» TRY IT
Where does the word "junction" show up in the records? Copy every line that has it.

» Collected data entries
------
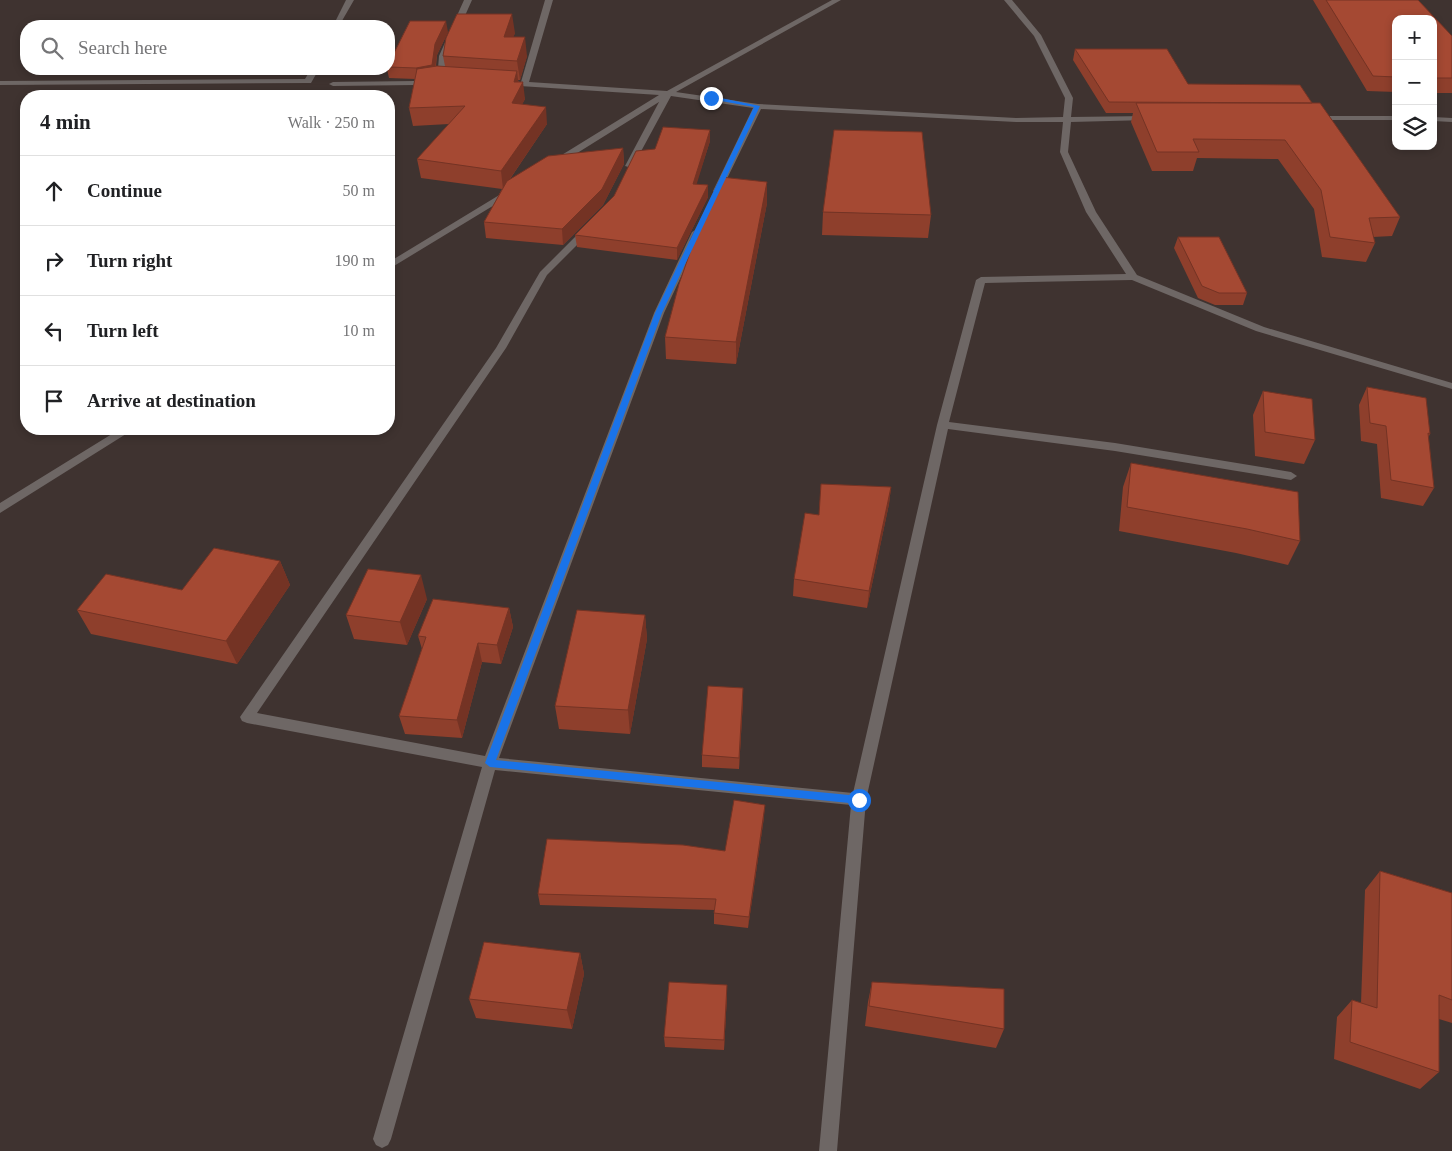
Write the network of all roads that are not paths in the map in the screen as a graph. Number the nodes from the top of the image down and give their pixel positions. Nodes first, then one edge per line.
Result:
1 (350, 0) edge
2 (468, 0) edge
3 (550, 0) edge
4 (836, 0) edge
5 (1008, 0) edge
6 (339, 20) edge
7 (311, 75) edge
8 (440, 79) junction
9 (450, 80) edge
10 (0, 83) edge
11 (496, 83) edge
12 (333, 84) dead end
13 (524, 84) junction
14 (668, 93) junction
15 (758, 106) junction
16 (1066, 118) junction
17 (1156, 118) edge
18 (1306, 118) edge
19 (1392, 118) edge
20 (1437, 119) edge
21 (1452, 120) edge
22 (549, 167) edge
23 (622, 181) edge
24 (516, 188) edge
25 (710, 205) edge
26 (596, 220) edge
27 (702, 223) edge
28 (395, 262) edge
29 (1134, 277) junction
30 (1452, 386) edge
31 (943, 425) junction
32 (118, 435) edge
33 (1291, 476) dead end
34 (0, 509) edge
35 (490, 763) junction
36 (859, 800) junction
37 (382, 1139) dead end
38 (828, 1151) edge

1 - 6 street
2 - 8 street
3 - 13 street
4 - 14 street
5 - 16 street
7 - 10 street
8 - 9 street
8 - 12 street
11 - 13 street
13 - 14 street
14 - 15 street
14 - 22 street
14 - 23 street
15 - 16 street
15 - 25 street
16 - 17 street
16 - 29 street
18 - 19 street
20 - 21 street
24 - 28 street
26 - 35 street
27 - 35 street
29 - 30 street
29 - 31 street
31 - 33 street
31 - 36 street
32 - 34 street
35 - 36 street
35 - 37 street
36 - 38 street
------
» RESPONSE BELOW
8 (440, 79) junction
13 (524, 84) junction
14 (668, 93) junction
15 (758, 106) junction
16 (1066, 118) junction
29 (1134, 277) junction
31 (943, 425) junction
35 (490, 763) junction
36 (859, 800) junction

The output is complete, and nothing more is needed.